Give the number of lines below that contain the string "edges", and no other text.

--- INFORMATION SHOWN Enclosed Below ---

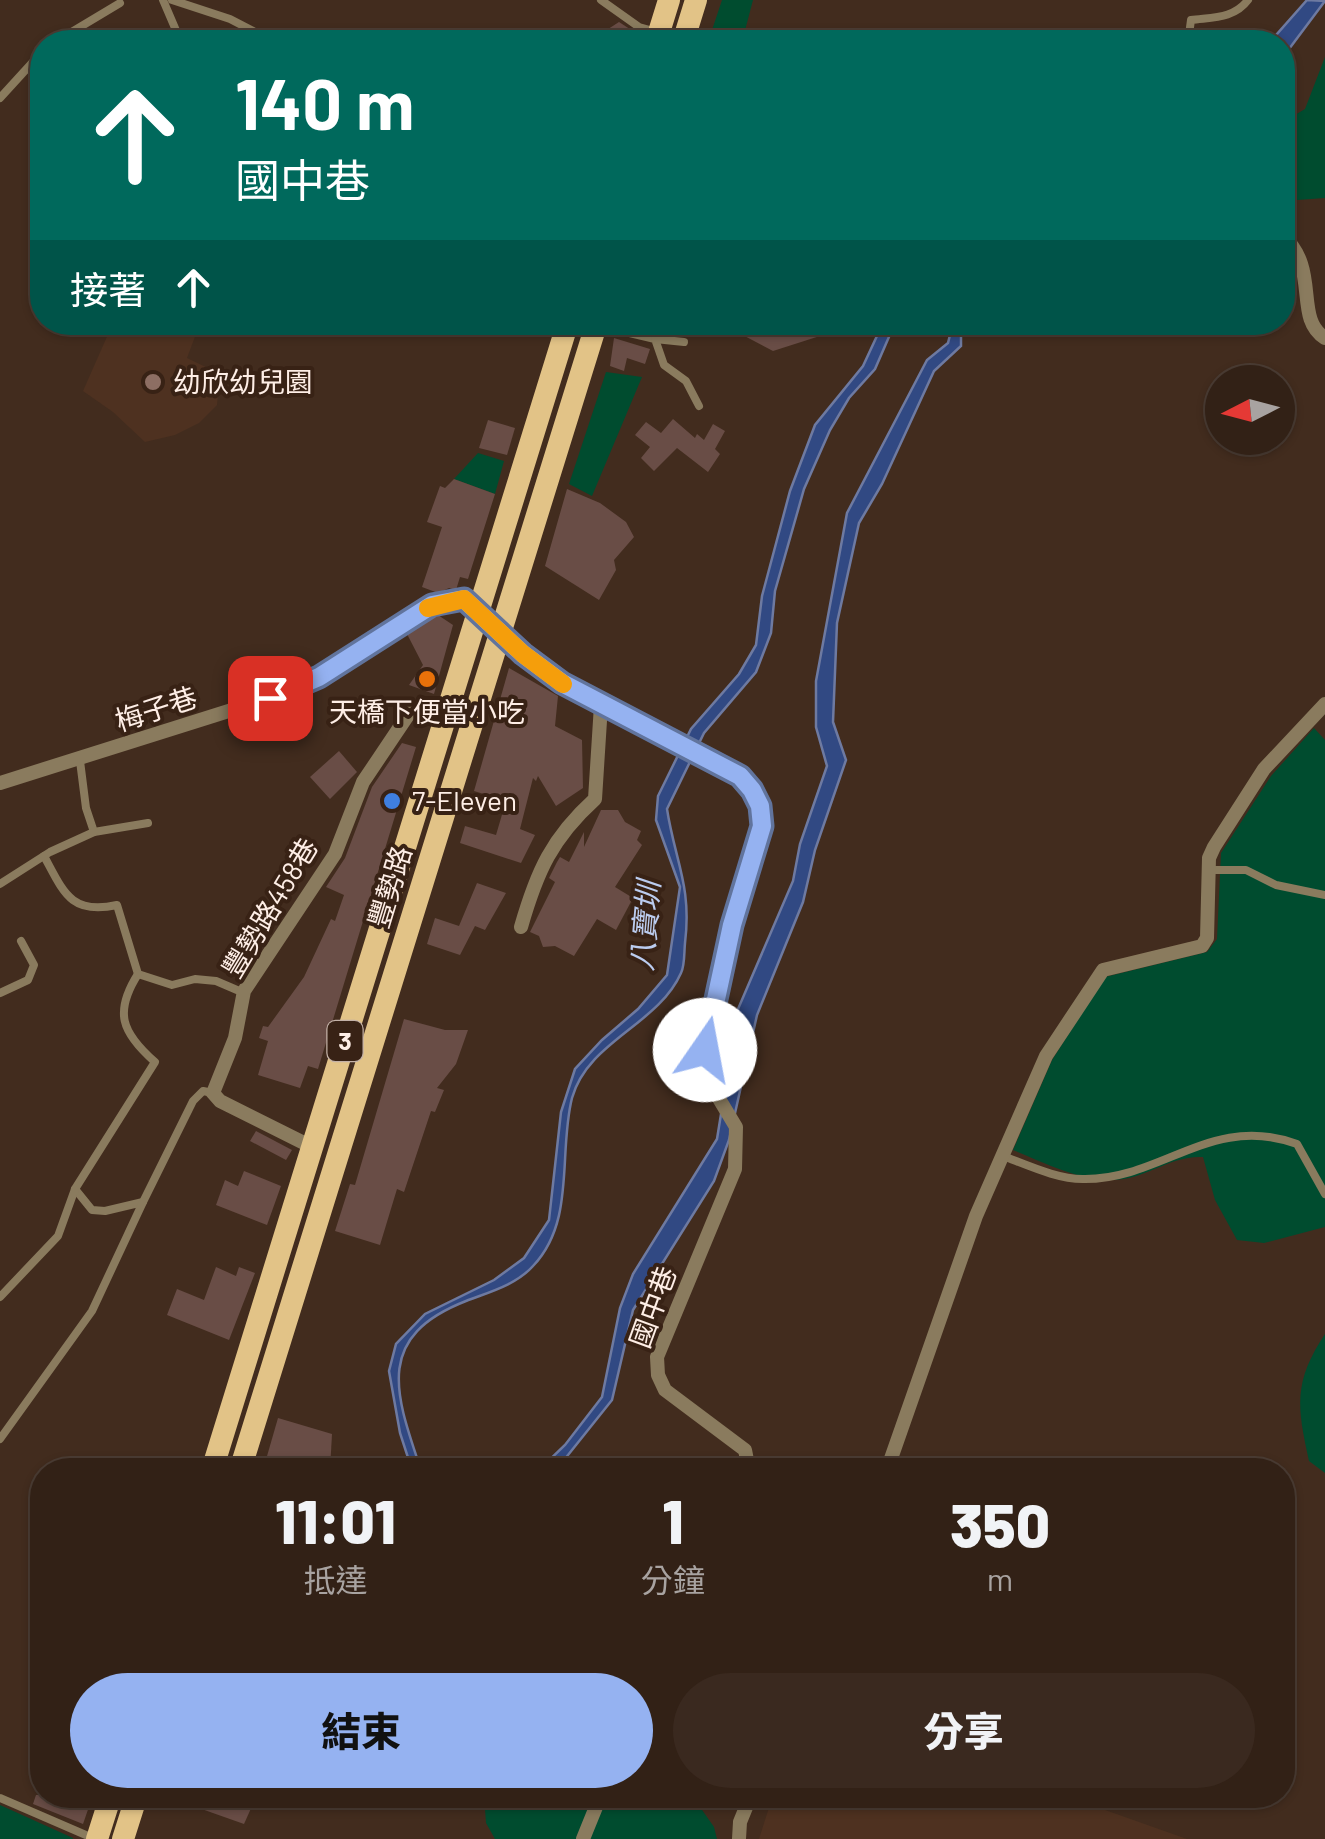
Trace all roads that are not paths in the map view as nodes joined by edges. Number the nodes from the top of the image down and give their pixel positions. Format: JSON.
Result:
{"nodes":[{"id":1,"x":163,"y":0,"type":"edge"},
{"id":2,"x":172,"y":0,"type":"edge"},
{"id":3,"x":601,"y":0,"type":"edge"},
{"id":4,"x":669,"y":0,"type":"edge"},
{"id":5,"x":696,"y":0,"type":"edge"},
{"id":6,"x":1248,"y":0,"type":"edge"},
{"id":7,"x":121,"y":1,"type":"edge"},
{"id":8,"x":74,"y":30,"type":"edge"},
{"id":9,"x":176,"y":30,"type":"edge"},
{"id":10,"x":251,"y":30,"type":"edge"},
{"id":11,"x":644,"y":30,"type":"edge"},
{"id":12,"x":659,"y":30,"type":"edge"},
{"id":13,"x":686,"y":30,"type":"edge"},
{"id":14,"x":1190,"y":30,"type":"edge"},
{"id":15,"x":30,"y":65,"type":"edge"},
{"id":16,"x":0,"y":98,"type":"edge"},
{"id":17,"x":1295,"y":249,"type":"edge"},
{"id":18,"x":564,"y":335,"type":"edge"},
{"id":19,"x":593,"y":335,"type":"edge"},
{"id":20,"x":639,"y":335,"type":"edge"},
{"id":21,"x":1325,"y":338,"type":"edge"},
{"id":22,"x":654,"y":339,"type":"junction"},
{"id":23,"x":684,"y":342,"type":"dead end"},
{"id":24,"x":699,"y":406,"type":"dead end"},
{"id":25,"x":479,"y":612,"type":"junction"},
{"id":26,"x":500,"y":634,"type":"junction"},
{"id":27,"x":1325,"y":704,"type":"edge"},
{"id":28,"x":601,"y":705,"type":"junction"},
{"id":29,"x":448,"y":712,"type":"junction"},
{"id":30,"x":80,"y":760,"type":"junction"},
{"id":31,"x":0,"y":783,"type":"edge"},
{"id":32,"x":148,"y":823,"type":"dead end"},
{"id":33,"x":94,"y":832,"type":"junction"},
{"id":34,"x":44,"y":856,"type":"junction"},
{"id":35,"x":1209,"y":870,"type":"junction"},
{"id":36,"x":0,"y":884,"type":"edge"},
{"id":37,"x":1325,"y":895,"type":"edge"},
{"id":38,"x":520,"y":927,"type":"dead end"},
{"id":39,"x":20,"y":941,"type":"dead end"},
{"id":40,"x":138,"y":974,"type":"junction"},
{"id":41,"x":0,"y":993,"type":"edge"},
{"id":42,"x":244,"y":993,"type":"junction"},
{"id":43,"x":213,"y":1092,"type":"junction"},
{"id":44,"x":312,"y":1148,"type":"junction"},
{"id":45,"x":1002,"y":1156,"type":"junction"},
{"id":46,"x":76,"y":1189,"type":"junction"},
{"id":47,"x":1325,"y":1194,"type":"edge"},
{"id":48,"x":143,"y":1202,"type":"junction"},
{"id":49,"x":0,"y":1297,"type":"edge"},
{"id":50,"x":0,"y":1439,"type":"edge"},
{"id":51,"x":216,"y":1458,"type":"edge"},
{"id":52,"x":244,"y":1458,"type":"edge"},
{"id":53,"x":747,"y":1458,"type":"edge"},
{"id":54,"x":891,"y":1458,"type":"edge"},
{"id":55,"x":0,"y":1798,"type":"edge"},
{"id":56,"x":107,"y":1808,"type":"edge"},
{"id":57,"x":133,"y":1808,"type":"edge"},
{"id":58,"x":596,"y":1808,"type":"edge"},
{"id":59,"x":746,"y":1808,"type":"edge"},
{"id":60,"x":96,"y":1839,"type":"edge"},
{"id":61,"x":124,"y":1839,"type":"edge"},
{"id":62,"x":583,"y":1839,"type":"edge"},
{"id":63,"x":739,"y":1839,"type":"edge"}],
"edges":[{"from":1,"to":9,"type":"lane"},
{"from":2,"to":10,"type":"lane"},
{"from":3,"to":11,"type":"lane"},
{"from":4,"to":12,"type":"main road"},
{"from":5,"to":13,"type":"main road"},
{"from":6,"to":14,"type":"lane"},
{"from":7,"to":8,"type":"lane"},
{"from":15,"to":16,"type":"lane"},
{"from":17,"to":21,"type":"street"},
{"from":18,"to":25,"type":"main road","name":"豐勢路","number":"3"},
{"from":19,"to":26,"type":"main road","name":"豐勢路","number":"3"},
{"from":20,"to":22,"type":"lane"},
{"from":22,"to":23,"type":"lane"},
{"from":22,"to":24,"type":"lane"},
{"from":25,"to":26,"type":"street"},
{"from":25,"to":29,"type":"main road","name":"豐勢路","number":"3"},
{"from":25,"to":30,"type":"street","name":"梅子巷"},
{"from":26,"to":28,"type":"street"},
{"from":26,"to":52,"type":"main road","name":"豐勢路","number":"3"},
{"from":27,"to":35,"type":"street"},
{"from":28,"to":38,"type":"street"},
{"from":28,"to":53,"type":"street","name":"國中巷"},
{"from":29,"to":42,"type":"street","name":"豐勢路458巷"},
{"from":29,"to":44,"type":"main road","name":"豐勢路","number":"3"},
{"from":30,"to":31,"type":"street","name":"梅子巷"},
{"from":30,"to":33,"type":"lane"},
{"from":32,"to":33,"type":"lane"},
{"from":33,"to":34,"type":"lane"},
{"from":34,"to":36,"type":"lane"},
{"from":34,"to":40,"type":"lane"},
{"from":35,"to":37,"type":"lane"},
{"from":35,"to":45,"type":"street"},
{"from":39,"to":41,"type":"lane"},
{"from":40,"to":42,"type":"lane"},
{"from":40,"to":46,"type":"lane"},
{"from":42,"to":43,"type":"street","name":"豐勢路458巷"},
{"from":43,"to":44,"type":"street"},
{"from":43,"to":48,"type":"lane"},
{"from":44,"to":51,"type":"main road","name":"豐勢路","number":"3"},
{"from":45,"to":47,"type":"lane"},
{"from":45,"to":54,"type":"street"},
{"from":46,"to":48,"type":"lane"},
{"from":46,"to":49,"type":"lane"},
{"from":48,"to":50,"type":"lane"},
{"from":55,"to":60,"type":"lane"},
{"from":56,"to":60,"type":"main road"},
{"from":57,"to":61,"type":"main road"},
{"from":58,"to":62,"type":"street"},
{"from":59,"to":63,"type":"street"}]}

--- End of Enclosed INFORMATION SHOWN ---

PROBLEM SOLUTION ->
2